Les filles, elles, ont appris dès l’enfance à se mettre en retrait. De quoi surprendre certains automobilistes quand elles se faufilent entre les voitures ou s’imposent au milieu du trafic. Marie, 28 ans, m’en témoigne. « Les mecs sont agacés quand je les dépasse, notamment en montée. C’est encore pire quand je suis en vélo électrique, ou quand je me mets devant eux au feu rouge. Systématiquement, ils mettent un coup de bourre pour pouvoir repasser devant moi. Mais je les redépasse ensuite », s’amuse-t-elle.

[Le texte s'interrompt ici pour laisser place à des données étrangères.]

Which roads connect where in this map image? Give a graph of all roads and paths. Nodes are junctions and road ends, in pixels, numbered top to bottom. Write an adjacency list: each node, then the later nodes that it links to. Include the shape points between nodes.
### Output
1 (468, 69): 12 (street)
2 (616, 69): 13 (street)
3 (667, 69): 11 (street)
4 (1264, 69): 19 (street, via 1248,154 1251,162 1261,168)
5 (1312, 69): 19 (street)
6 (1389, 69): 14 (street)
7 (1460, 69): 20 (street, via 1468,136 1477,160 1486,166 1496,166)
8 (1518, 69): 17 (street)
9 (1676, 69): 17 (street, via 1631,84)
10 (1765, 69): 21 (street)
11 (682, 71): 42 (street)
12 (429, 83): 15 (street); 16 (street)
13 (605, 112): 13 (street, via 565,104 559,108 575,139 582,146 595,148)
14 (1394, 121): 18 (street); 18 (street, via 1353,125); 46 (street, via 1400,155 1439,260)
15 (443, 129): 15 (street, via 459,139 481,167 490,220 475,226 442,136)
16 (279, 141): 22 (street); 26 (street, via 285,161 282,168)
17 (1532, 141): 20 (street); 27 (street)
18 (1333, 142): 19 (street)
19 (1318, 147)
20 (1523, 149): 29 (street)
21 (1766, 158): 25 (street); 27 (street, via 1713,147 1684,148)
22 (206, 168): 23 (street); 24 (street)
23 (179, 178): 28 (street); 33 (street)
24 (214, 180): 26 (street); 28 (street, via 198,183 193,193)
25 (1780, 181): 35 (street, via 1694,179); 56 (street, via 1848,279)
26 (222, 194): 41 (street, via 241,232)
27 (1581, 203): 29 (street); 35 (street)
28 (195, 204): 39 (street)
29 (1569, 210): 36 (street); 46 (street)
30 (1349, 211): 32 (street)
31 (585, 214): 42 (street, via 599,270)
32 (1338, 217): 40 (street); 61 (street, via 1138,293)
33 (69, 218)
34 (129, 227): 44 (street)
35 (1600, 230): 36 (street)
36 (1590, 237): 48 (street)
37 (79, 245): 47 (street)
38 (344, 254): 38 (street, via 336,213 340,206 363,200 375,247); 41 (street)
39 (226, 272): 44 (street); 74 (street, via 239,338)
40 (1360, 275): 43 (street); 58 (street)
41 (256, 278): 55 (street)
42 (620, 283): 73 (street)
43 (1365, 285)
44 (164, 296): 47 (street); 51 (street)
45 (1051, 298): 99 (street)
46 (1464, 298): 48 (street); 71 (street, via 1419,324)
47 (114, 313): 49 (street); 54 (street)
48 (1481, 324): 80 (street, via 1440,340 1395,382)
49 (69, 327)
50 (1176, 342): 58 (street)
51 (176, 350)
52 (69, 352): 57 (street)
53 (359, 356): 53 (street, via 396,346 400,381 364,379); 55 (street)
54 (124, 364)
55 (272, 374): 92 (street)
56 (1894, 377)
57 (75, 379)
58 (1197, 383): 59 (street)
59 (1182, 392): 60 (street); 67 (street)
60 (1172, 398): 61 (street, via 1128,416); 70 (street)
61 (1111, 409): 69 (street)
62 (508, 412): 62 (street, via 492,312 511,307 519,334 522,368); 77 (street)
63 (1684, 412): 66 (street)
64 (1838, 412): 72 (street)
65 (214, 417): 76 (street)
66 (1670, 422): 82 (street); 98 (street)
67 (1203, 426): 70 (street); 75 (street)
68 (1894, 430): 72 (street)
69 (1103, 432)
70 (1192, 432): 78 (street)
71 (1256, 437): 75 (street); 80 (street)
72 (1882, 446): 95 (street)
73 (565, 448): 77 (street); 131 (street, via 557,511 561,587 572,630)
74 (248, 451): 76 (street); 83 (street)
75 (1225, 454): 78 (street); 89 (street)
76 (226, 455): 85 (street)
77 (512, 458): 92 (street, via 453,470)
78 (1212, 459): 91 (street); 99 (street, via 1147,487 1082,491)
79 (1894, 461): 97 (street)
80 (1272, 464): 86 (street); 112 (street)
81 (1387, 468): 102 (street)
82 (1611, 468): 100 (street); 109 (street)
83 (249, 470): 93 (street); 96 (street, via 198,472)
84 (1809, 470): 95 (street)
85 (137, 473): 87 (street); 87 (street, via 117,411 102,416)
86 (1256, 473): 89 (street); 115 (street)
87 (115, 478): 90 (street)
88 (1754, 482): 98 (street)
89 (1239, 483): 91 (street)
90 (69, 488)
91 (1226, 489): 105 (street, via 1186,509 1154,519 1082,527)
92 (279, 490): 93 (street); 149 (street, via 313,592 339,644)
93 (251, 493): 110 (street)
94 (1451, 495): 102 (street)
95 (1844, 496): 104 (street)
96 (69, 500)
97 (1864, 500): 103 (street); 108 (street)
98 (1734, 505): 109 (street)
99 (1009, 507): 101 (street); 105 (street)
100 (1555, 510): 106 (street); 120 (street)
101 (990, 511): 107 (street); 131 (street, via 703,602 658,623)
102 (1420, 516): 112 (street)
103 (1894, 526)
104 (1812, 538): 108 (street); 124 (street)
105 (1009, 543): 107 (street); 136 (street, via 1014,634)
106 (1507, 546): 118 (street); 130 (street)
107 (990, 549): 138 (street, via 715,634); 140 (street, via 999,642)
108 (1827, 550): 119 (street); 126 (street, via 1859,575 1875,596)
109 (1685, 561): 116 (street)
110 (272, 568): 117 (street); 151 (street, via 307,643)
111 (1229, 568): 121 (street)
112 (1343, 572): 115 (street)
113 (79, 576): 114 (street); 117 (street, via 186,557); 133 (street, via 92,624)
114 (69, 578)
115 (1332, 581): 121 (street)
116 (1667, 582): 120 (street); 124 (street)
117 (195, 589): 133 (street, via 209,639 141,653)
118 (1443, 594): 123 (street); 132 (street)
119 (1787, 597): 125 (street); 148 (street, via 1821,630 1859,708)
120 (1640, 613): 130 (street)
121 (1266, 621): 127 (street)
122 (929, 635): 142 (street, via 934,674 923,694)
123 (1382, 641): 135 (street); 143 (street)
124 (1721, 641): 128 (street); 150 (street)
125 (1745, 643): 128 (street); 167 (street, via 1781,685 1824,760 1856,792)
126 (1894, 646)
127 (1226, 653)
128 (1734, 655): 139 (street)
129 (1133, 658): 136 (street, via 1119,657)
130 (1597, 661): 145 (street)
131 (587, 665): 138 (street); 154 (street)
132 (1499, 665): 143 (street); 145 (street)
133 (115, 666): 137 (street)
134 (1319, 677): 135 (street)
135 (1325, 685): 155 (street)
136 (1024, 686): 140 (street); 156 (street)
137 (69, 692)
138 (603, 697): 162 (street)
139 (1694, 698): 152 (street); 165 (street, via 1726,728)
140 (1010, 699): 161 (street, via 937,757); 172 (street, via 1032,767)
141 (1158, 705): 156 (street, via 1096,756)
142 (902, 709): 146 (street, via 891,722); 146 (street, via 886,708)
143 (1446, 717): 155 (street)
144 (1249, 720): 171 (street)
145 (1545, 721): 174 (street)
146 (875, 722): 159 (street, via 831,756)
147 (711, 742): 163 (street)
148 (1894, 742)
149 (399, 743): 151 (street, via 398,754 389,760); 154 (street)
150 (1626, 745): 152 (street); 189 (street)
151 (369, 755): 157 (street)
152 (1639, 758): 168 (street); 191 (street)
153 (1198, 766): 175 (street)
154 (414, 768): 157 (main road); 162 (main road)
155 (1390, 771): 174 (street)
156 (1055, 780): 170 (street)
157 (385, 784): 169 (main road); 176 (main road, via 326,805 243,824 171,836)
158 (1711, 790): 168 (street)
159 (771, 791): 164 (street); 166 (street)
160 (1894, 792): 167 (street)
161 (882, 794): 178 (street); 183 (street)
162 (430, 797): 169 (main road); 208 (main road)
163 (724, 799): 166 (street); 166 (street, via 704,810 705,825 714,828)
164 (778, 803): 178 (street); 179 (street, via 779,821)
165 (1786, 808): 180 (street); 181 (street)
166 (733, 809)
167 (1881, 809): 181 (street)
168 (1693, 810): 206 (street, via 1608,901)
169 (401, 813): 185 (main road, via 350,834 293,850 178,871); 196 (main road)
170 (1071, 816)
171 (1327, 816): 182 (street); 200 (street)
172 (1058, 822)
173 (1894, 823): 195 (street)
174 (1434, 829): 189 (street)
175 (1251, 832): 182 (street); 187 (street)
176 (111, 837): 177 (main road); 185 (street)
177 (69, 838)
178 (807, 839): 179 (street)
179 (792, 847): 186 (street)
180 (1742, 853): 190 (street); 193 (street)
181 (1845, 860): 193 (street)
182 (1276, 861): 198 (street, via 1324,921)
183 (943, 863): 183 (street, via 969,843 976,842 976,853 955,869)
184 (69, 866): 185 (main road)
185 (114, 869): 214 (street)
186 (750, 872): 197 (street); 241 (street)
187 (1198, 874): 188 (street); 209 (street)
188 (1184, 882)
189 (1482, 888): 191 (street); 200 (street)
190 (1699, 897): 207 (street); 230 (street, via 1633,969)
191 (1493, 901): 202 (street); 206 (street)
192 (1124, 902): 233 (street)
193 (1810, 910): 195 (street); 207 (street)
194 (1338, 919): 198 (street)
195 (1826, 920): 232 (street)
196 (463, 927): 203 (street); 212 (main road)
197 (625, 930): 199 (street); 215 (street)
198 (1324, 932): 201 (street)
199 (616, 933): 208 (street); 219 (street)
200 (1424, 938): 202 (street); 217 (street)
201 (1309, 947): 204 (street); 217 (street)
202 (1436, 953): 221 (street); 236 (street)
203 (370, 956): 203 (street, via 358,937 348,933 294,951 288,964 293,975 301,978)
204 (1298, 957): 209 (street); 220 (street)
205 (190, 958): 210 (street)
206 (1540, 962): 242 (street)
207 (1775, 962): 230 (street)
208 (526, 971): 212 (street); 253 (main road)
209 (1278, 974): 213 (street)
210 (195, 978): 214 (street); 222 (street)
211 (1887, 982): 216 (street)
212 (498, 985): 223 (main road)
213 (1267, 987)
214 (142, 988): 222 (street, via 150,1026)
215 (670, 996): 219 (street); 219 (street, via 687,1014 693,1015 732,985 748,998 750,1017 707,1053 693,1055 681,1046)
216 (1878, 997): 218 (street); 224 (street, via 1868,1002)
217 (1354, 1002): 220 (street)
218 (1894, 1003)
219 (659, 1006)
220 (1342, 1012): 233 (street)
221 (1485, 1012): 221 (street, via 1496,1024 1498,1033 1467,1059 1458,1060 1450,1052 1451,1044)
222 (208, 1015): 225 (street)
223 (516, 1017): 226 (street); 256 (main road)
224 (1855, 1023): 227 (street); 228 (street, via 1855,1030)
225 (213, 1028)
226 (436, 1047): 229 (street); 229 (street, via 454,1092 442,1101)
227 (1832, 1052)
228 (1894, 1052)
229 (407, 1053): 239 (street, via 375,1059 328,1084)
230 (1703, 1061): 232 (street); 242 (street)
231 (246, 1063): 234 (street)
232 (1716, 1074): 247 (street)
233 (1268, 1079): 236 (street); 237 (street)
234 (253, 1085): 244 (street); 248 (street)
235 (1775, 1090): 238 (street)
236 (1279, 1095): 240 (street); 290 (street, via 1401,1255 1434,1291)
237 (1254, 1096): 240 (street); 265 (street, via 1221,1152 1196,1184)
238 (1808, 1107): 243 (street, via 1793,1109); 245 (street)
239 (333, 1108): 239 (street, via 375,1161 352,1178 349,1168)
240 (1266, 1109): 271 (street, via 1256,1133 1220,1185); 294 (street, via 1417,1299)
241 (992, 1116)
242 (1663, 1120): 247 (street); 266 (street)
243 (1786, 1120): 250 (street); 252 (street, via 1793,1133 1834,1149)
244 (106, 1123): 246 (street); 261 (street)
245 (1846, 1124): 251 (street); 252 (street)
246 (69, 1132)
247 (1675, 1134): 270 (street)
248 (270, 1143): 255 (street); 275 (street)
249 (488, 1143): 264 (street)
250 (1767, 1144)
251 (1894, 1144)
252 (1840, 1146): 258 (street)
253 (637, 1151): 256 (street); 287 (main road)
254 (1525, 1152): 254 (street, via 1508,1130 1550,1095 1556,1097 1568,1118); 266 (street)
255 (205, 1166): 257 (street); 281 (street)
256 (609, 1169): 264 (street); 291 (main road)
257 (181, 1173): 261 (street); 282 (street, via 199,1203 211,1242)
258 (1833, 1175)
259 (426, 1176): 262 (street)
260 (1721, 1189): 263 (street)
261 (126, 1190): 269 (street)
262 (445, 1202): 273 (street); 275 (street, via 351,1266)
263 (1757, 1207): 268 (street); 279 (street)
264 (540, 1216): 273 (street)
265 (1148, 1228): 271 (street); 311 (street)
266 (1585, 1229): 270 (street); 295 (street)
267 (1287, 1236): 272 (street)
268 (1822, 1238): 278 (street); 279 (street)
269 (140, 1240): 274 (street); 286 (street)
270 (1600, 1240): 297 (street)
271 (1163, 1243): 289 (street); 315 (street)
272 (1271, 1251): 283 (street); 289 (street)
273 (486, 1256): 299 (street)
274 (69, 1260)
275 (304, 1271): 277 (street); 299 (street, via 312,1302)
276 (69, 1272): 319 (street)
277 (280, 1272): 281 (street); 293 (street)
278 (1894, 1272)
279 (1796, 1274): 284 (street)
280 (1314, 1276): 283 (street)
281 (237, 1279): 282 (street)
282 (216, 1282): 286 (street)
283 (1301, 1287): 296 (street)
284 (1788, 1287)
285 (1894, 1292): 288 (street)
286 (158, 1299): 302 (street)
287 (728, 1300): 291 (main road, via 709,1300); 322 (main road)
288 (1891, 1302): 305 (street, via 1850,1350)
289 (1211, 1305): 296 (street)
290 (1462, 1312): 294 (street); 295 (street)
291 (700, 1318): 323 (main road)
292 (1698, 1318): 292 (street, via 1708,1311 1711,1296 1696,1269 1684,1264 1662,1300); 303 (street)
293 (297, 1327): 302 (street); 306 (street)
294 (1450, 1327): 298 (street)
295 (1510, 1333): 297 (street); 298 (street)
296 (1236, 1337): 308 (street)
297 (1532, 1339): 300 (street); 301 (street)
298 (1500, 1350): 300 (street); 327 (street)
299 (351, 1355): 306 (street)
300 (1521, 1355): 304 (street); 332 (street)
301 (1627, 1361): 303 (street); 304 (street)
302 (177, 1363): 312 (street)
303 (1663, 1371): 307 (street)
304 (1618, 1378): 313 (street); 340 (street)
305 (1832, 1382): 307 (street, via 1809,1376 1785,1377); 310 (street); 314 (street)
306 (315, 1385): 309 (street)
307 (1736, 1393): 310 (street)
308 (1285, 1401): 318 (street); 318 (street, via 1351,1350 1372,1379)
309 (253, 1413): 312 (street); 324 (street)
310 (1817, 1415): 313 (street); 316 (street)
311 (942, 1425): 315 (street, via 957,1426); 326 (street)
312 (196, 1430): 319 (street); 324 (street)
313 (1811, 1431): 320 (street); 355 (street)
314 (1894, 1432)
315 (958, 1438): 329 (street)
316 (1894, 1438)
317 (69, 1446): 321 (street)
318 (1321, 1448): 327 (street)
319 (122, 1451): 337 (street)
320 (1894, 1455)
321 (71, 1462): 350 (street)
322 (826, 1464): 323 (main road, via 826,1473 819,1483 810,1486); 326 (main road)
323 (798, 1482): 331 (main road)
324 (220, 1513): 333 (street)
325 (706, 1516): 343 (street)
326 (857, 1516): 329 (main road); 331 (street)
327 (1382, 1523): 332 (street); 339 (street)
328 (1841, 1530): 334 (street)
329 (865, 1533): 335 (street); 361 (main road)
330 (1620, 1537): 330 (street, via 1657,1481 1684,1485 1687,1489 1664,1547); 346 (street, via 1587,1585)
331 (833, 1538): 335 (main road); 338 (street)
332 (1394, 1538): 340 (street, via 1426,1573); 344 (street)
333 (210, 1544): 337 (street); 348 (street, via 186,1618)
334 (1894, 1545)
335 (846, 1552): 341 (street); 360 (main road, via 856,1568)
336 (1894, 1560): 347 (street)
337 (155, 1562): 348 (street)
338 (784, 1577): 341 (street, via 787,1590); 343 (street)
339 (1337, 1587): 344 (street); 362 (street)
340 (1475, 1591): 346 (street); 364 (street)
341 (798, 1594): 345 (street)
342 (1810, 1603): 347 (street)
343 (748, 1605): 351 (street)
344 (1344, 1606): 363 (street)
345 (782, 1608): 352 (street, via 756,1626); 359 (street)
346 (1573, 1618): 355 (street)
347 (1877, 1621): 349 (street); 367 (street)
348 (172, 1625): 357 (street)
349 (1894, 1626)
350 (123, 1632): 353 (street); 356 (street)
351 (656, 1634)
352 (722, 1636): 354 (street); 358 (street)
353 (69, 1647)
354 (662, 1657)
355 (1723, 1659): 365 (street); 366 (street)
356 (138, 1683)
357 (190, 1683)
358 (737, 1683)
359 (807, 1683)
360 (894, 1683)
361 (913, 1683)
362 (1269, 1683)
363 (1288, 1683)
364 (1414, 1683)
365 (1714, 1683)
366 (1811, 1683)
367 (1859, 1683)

Certains vont même se montrer agressif. « J’avançais sur un passage piéton quand un homme m’a insultée. Il m’a fait comprendre que je le gênais avec mon vélo et m’a lancé une remarque sur “mes gros seins”. Je lui ai répondu et il m’a aussitôt giflée », se souvient Marion, 30 ans.
Plus de pistes…
Même en France, le cliché selon lequel « le vélo c’est pas pour les filles » a encore la dent dure. « A Paris, les femmes représentent 51% de la population, et seulement 40% des cyclistes », note Marion Lagadic, cheffe de projet à 6T, bureau d’études sur les mobilités et les modes de vie. Le développement d’un réseau de pistes cyclables sécurisées est une solution déployée par la mairie de Paris pour faciliter l’accès à la bicyclette mais aussi diminuer le sentiment d’insécurité. « Les femmes ont davantage peur que les hommes de circuler près des voitures, en raison de contraintes liées au transport d’objets ou d’enfants. Ces résultats d’études quantitatives mettent en évidence le rapport au risque physique. La question du harcèlement est en revanche peu documentée », précise Marion Lagadic.
Et pourtant, même à pleine vitesse la petite reine n’échappe pas au harcèlement de rue. Alors que le trafic a bondi de 66% sur les pistes parisiennes depuis le déconfinement, les incivilités persistent dans mon entourage. « C’est un sujet sur lequel nous sommes en alerte. Ces comportements violents verbalement mais parfois aussi physiquement sont souvent liés à la proximité entre vélos et voitures, ou deux roues motorisés », avance David Belliard, adjoint à la mairie de Paris en charge des transports et des mobilités. Il annonce qu’un comité vélo va être mis en place pour permettre aux associations et collectifs de suivre la création des aménagements et les besoins des usagers en matière de sécurité. « Au sein de ce comité, nous serons attentifs à ce que la parole des femmes cyclistes soit aussi bien représentée que celle des hommes cyclistes », précise l’adjoint écologiste.
Pas de jupe, ni de robe
Si les personnes que j’ai interrogées reconnaissent avoir plus de facilité à semer un potentiel harceleur, le poids des regards continue de peser. Beaucoup racontent se sentir scruté de haut en bas, par des automobilistes et des cyclistes. « On a l’impression d’être un objet sur lequel on peut projeter des désirs », remarque Lexibis. Une selle entre les jambes d’une femme et certains esprits s’enflamment. « Je ne pense pas que ce soit spécifique au vélo, mais au sport de rue en général », poursuit celle pour qui la désexualisation du corps féminin est essentielle pour faire avancer les mentalités.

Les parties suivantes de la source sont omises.